▶ Exercise
Make a verbatim transcription of the records, without the pictures.

Top of Supplied material

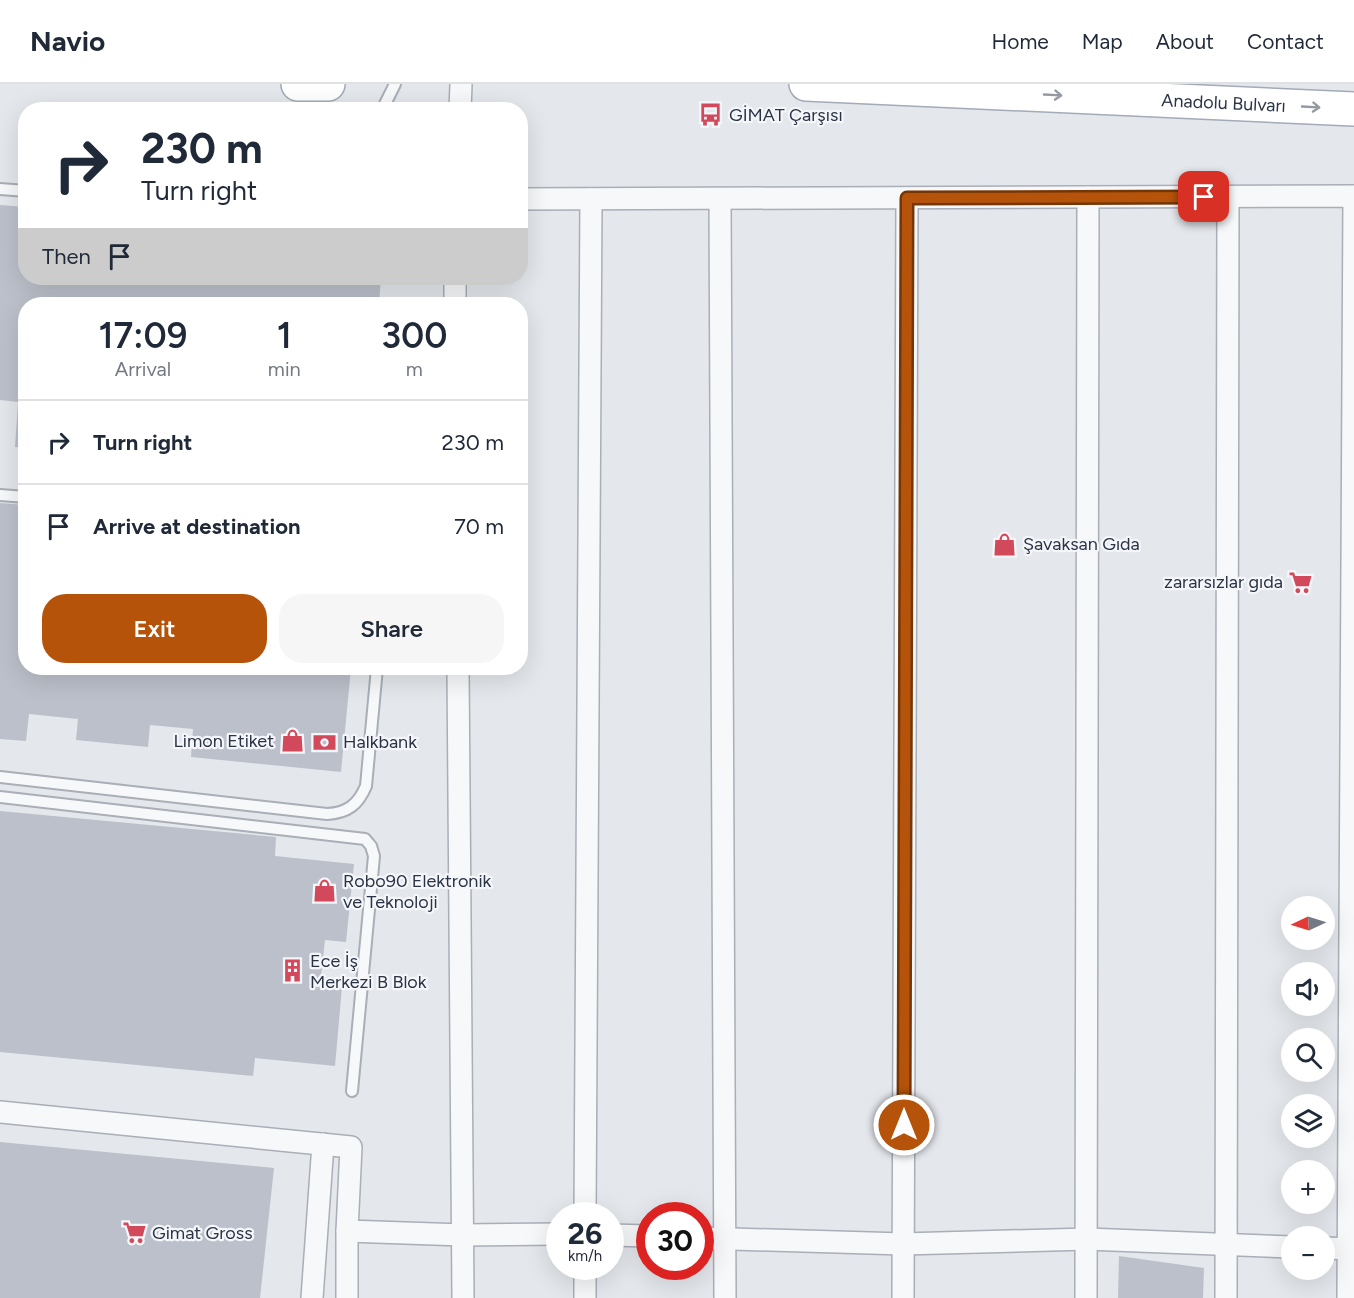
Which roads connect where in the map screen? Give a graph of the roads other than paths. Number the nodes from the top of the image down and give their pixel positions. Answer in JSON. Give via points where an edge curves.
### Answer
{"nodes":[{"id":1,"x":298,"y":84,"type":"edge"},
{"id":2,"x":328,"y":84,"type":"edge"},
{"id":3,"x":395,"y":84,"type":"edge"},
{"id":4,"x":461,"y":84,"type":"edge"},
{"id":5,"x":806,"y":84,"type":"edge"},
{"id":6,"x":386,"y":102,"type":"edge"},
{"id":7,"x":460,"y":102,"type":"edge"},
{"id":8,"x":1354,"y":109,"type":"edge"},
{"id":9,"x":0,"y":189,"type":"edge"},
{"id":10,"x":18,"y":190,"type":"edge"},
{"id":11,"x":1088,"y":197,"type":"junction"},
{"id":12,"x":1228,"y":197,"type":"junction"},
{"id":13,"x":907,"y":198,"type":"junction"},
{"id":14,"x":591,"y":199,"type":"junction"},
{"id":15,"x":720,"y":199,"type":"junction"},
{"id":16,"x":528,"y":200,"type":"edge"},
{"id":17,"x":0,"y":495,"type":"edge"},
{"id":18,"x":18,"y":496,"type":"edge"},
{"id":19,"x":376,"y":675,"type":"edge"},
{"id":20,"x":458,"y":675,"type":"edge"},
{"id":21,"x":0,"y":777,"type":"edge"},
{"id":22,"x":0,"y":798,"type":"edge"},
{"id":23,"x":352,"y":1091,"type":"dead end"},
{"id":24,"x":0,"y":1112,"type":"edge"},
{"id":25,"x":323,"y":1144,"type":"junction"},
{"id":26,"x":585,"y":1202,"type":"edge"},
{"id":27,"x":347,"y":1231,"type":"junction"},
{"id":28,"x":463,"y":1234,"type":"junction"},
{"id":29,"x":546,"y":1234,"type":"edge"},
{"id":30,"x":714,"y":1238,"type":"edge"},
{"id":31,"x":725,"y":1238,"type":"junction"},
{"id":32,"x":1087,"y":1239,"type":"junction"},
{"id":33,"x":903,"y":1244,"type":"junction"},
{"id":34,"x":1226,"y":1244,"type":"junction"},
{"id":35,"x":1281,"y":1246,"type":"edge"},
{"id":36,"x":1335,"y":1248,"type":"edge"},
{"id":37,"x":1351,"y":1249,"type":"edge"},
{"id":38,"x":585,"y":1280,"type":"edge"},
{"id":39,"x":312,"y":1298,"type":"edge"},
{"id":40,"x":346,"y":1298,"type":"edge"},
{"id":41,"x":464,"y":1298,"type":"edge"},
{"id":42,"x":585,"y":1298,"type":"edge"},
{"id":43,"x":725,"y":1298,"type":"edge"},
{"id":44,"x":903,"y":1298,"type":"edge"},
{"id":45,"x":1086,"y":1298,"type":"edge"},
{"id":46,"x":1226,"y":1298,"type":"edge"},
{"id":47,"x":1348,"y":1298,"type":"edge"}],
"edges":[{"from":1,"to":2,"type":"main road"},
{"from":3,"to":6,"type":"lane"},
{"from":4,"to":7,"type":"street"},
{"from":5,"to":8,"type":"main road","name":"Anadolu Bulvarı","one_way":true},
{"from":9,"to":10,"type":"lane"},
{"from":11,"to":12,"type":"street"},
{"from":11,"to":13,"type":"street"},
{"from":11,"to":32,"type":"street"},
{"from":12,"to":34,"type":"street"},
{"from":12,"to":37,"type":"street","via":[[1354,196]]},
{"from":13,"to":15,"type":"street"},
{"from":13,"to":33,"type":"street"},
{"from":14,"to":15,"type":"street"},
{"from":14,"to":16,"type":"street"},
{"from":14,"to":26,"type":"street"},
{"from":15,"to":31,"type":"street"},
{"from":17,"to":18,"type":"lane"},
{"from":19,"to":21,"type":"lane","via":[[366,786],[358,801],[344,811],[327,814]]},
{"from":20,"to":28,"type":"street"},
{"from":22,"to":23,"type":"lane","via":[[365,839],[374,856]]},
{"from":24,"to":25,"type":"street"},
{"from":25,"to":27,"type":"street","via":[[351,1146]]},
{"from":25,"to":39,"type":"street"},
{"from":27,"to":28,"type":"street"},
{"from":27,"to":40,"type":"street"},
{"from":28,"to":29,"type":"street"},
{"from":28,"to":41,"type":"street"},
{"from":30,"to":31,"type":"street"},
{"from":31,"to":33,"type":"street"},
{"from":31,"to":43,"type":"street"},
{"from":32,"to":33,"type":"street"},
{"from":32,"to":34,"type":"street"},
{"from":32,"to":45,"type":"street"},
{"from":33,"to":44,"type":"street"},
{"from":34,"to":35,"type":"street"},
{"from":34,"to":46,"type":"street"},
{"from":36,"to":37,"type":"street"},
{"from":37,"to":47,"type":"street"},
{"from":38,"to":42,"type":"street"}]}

Bottom of Supplied material

▶ Exercise answer
Which roads connect where in the map screen? Give a graph of the roads other than paths. Number the nodes from the top of the image down and give their pixel positions. Answer in JSON. Give via points where an edge curves.
### Answer
{"nodes":[{"id":1,"x":298,"y":84,"type":"edge"},
{"id":2,"x":328,"y":84,"type":"edge"},
{"id":3,"x":395,"y":84,"type":"edge"},
{"id":4,"x":461,"y":84,"type":"edge"},
{"id":5,"x":806,"y":84,"type":"edge"},
{"id":6,"x":386,"y":102,"type":"edge"},
{"id":7,"x":460,"y":102,"type":"edge"},
{"id":8,"x":1354,"y":109,"type":"edge"},
{"id":9,"x":0,"y":189,"type":"edge"},
{"id":10,"x":18,"y":190,"type":"edge"},
{"id":11,"x":1088,"y":197,"type":"junction"},
{"id":12,"x":1228,"y":197,"type":"junction"},
{"id":13,"x":907,"y":198,"type":"junction"},
{"id":14,"x":591,"y":199,"type":"junction"},
{"id":15,"x":720,"y":199,"type":"junction"},
{"id":16,"x":528,"y":200,"type":"edge"},
{"id":17,"x":0,"y":495,"type":"edge"},
{"id":18,"x":18,"y":496,"type":"edge"},
{"id":19,"x":376,"y":675,"type":"edge"},
{"id":20,"x":458,"y":675,"type":"edge"},
{"id":21,"x":0,"y":777,"type":"edge"},
{"id":22,"x":0,"y":798,"type":"edge"},
{"id":23,"x":352,"y":1091,"type":"dead end"},
{"id":24,"x":0,"y":1112,"type":"edge"},
{"id":25,"x":323,"y":1144,"type":"junction"},
{"id":26,"x":585,"y":1202,"type":"edge"},
{"id":27,"x":347,"y":1231,"type":"junction"},
{"id":28,"x":463,"y":1234,"type":"junction"},
{"id":29,"x":546,"y":1234,"type":"edge"},
{"id":30,"x":714,"y":1238,"type":"edge"},
{"id":31,"x":725,"y":1238,"type":"junction"},
{"id":32,"x":1087,"y":1239,"type":"junction"},
{"id":33,"x":903,"y":1244,"type":"junction"},
{"id":34,"x":1226,"y":1244,"type":"junction"},
{"id":35,"x":1281,"y":1246,"type":"edge"},
{"id":36,"x":1335,"y":1248,"type":"edge"},
{"id":37,"x":1351,"y":1249,"type":"edge"},
{"id":38,"x":585,"y":1280,"type":"edge"},
{"id":39,"x":312,"y":1298,"type":"edge"},
{"id":40,"x":346,"y":1298,"type":"edge"},
{"id":41,"x":464,"y":1298,"type":"edge"},
{"id":42,"x":585,"y":1298,"type":"edge"},
{"id":43,"x":725,"y":1298,"type":"edge"},
{"id":44,"x":903,"y":1298,"type":"edge"},
{"id":45,"x":1086,"y":1298,"type":"edge"},
{"id":46,"x":1226,"y":1298,"type":"edge"},
{"id":47,"x":1348,"y":1298,"type":"edge"}],
"edges":[{"from":1,"to":2,"type":"main road"},
{"from":3,"to":6,"type":"lane"},
{"from":4,"to":7,"type":"street"},
{"from":5,"to":8,"type":"main road","name":"Anadolu Bulvarı","one_way":true},
{"from":9,"to":10,"type":"lane"},
{"from":11,"to":12,"type":"street"},
{"from":11,"to":13,"type":"street"},
{"from":11,"to":32,"type":"street"},
{"from":12,"to":34,"type":"street"},
{"from":12,"to":37,"type":"street","via":[[1354,196]]},
{"from":13,"to":15,"type":"street"},
{"from":13,"to":33,"type":"street"},
{"from":14,"to":15,"type":"street"},
{"from":14,"to":16,"type":"street"},
{"from":14,"to":26,"type":"street"},
{"from":15,"to":31,"type":"street"},
{"from":17,"to":18,"type":"lane"},
{"from":19,"to":21,"type":"lane","via":[[366,786],[358,801],[344,811],[327,814]]},
{"from":20,"to":28,"type":"street"},
{"from":22,"to":23,"type":"lane","via":[[365,839],[374,856]]},
{"from":24,"to":25,"type":"street"},
{"from":25,"to":27,"type":"street","via":[[351,1146]]},
{"from":25,"to":39,"type":"street"},
{"from":27,"to":28,"type":"street"},
{"from":27,"to":40,"type":"street"},
{"from":28,"to":29,"type":"street"},
{"from":28,"to":41,"type":"street"},
{"from":30,"to":31,"type":"street"},
{"from":31,"to":33,"type":"street"},
{"from":31,"to":43,"type":"street"},
{"from":32,"to":33,"type":"street"},
{"from":32,"to":34,"type":"street"},
{"from":32,"to":45,"type":"street"},
{"from":33,"to":44,"type":"street"},
{"from":34,"to":35,"type":"street"},
{"from":34,"to":46,"type":"street"},
{"from":36,"to":37,"type":"street"},
{"from":37,"to":47,"type":"street"},
{"from":38,"to":42,"type":"street"}]}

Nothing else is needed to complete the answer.